Berechtigt sind die Ausführungen des Revisionsrekurses allerdings insoweit, als sie sich dagegen wenden, daß das Wohnrecht unentgeltlich eingeräumt wurde. Es entspricht zwar ständiger Rechtsprechung, daß das Verschulden an der Ehescheidung bei der Aufteilung nicht gänzlich unberücksichtigt bleiben kann (EFSlg 57.367 uva), doch kann die Verschuldensentscheidung im Ehescheidungsverfahren im Hinblick darauf, daß der Gesetzgeber die Aufteilung des ehelichen Gebrauchsvermögens und der ehelichen Ersparnisse nicht zu einem Instrument der Bestrafung bzw Belohnung für ehegerechtes oder ehewidriges Verhalten machen wollte, nur eine untergeordnete Rolle spielen (EFSlg 46.370, 54.581 uva). Der Verschuldensausspruch im Ehescheidungsverfahren rechtfertigte es daher, dem Wunsch der Antragsgegnerin, die Ehewohnung zu erhalten, zu entsprechen. Die vom Antragsteller gesetzten schwerwiegenden Eheverfehlungen können es aber nicht rechtfertigen, die der Aufteilung unterliegende 114 m2 große Ehewohnung, die einen nicht unbeträchtlichen Vermögenswert darstellt, der Antragsgegnerin ohne Gegenleistung zuzuweisen.

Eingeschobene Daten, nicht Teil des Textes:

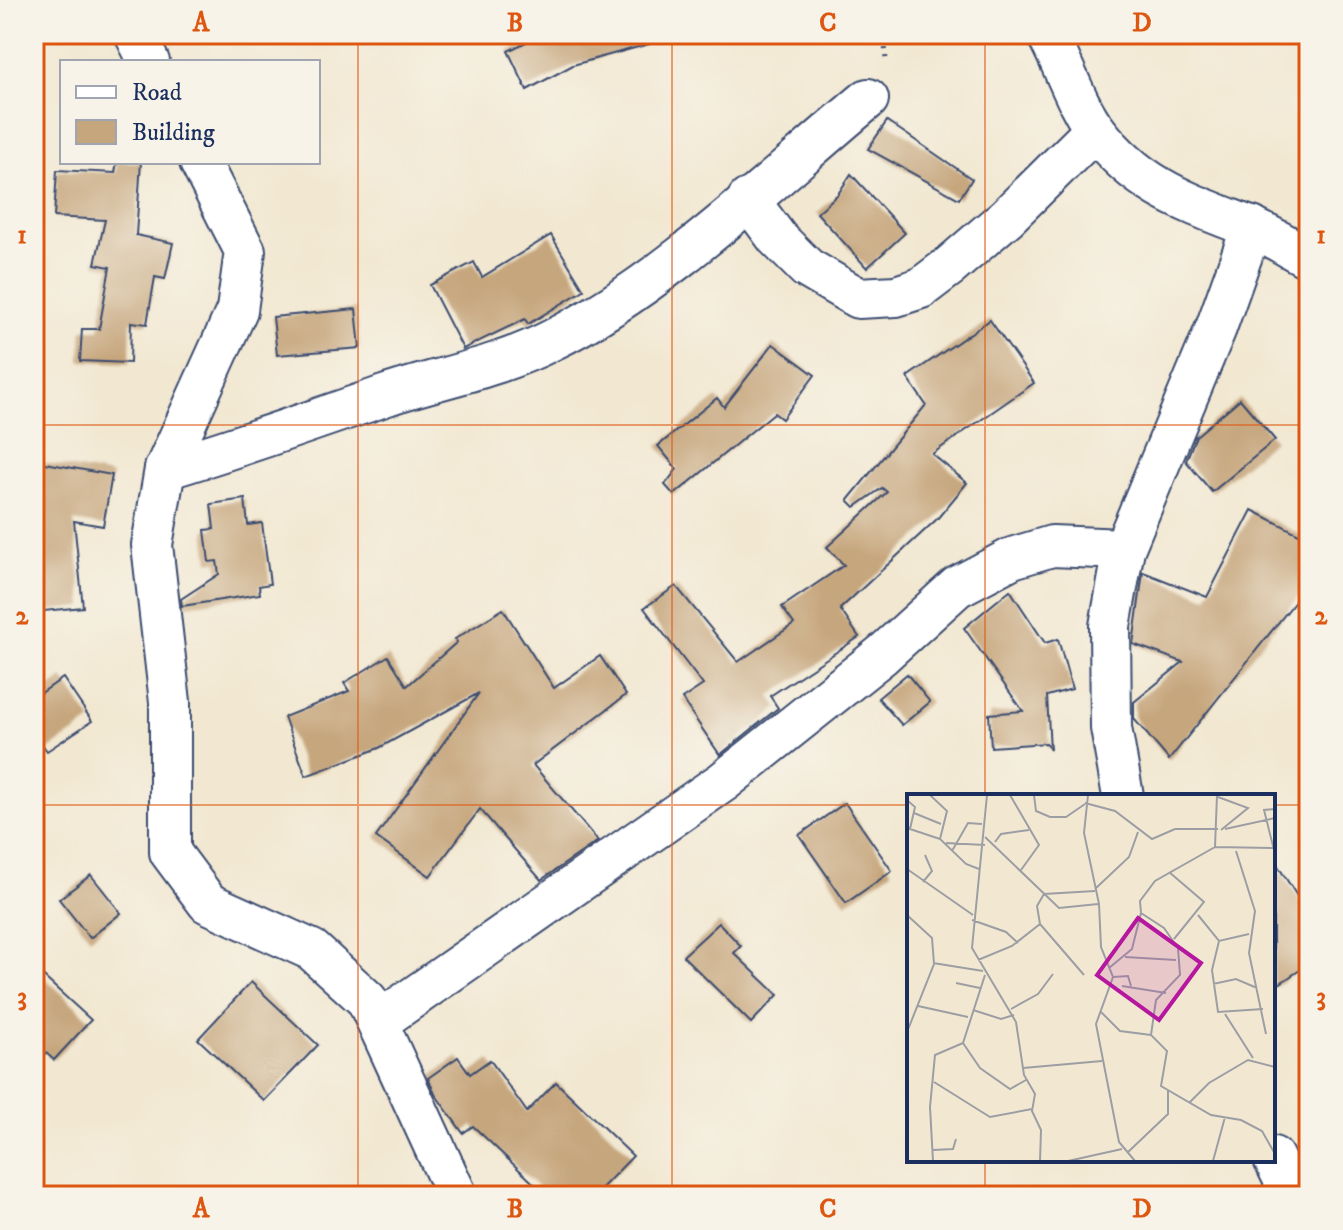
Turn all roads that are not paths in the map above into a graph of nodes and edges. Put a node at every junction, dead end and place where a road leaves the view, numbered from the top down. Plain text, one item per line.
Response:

Dem Antrag des Antragstellers, ihm eine Benützungsgebühr von monatlich S 4.000 zuzuerkennen, kann allerdings kein Erfolg beschieden sein. Dies schon deshalb, weil dieser Betrag weit über dem für die Wohnung angemessenen Mietzins liegt, die Antragstellerin selbst Hälfteeigentümerin der Liegenschaft ist und ihr Beitrag zur Ansammlung des ehelichen Gebrauchsvermögens - und damit auch der Ehewohnung - wesentlich größer war als jener des Antragstellers. Überdies ist es im Hinblick darauf, daß die Antragsgegnerin derzeit Miteigentümerin der Liegenschaft ist und eine Änderung der Eigentumsverhältnisse an der nicht der Aufteilung unterliegenden Liegenschaft erfolgen könnte (der Antragsteller behauptet, eine Zivilteilung anzustreben) zweckmäßig, nicht eine monatliche Zahlung aufzuerlegen sondern eine Ausgleichszahlung im Sinne des § 94 EheG. Ein Betrag von S 80.000 entspricht unter Bedachtnahme auf den für die Wohnung angemessenen Mietzins und den Aufteilungsschlüssel von 2 : 1 zugunsten der Antragsgegnerin der Billigkeit. Soweit der Antragsteller den Ausspruch über die Verfahrenskosten bekämpft, ist darauf hinzuweisen, daß § 232 AußStrG keine Anfechtung der Kostenentscheidung ermöglicht (EFSlg 58.639 uva). Aufgrund der teilweisen Abänderung der Entscheidung waren allerdings die Kosten neu zu bestimmen und zwar gemäß § 234 AußStrG nach billigem Ermessen, wobei Wertansätze und Obsiegen nicht von ausschlaggebender Bedeutung waren (EFSlg 58.641 uva). Dies gilt auch für die Entscheidung über die Kosten des Verfahrens dritter Instanz.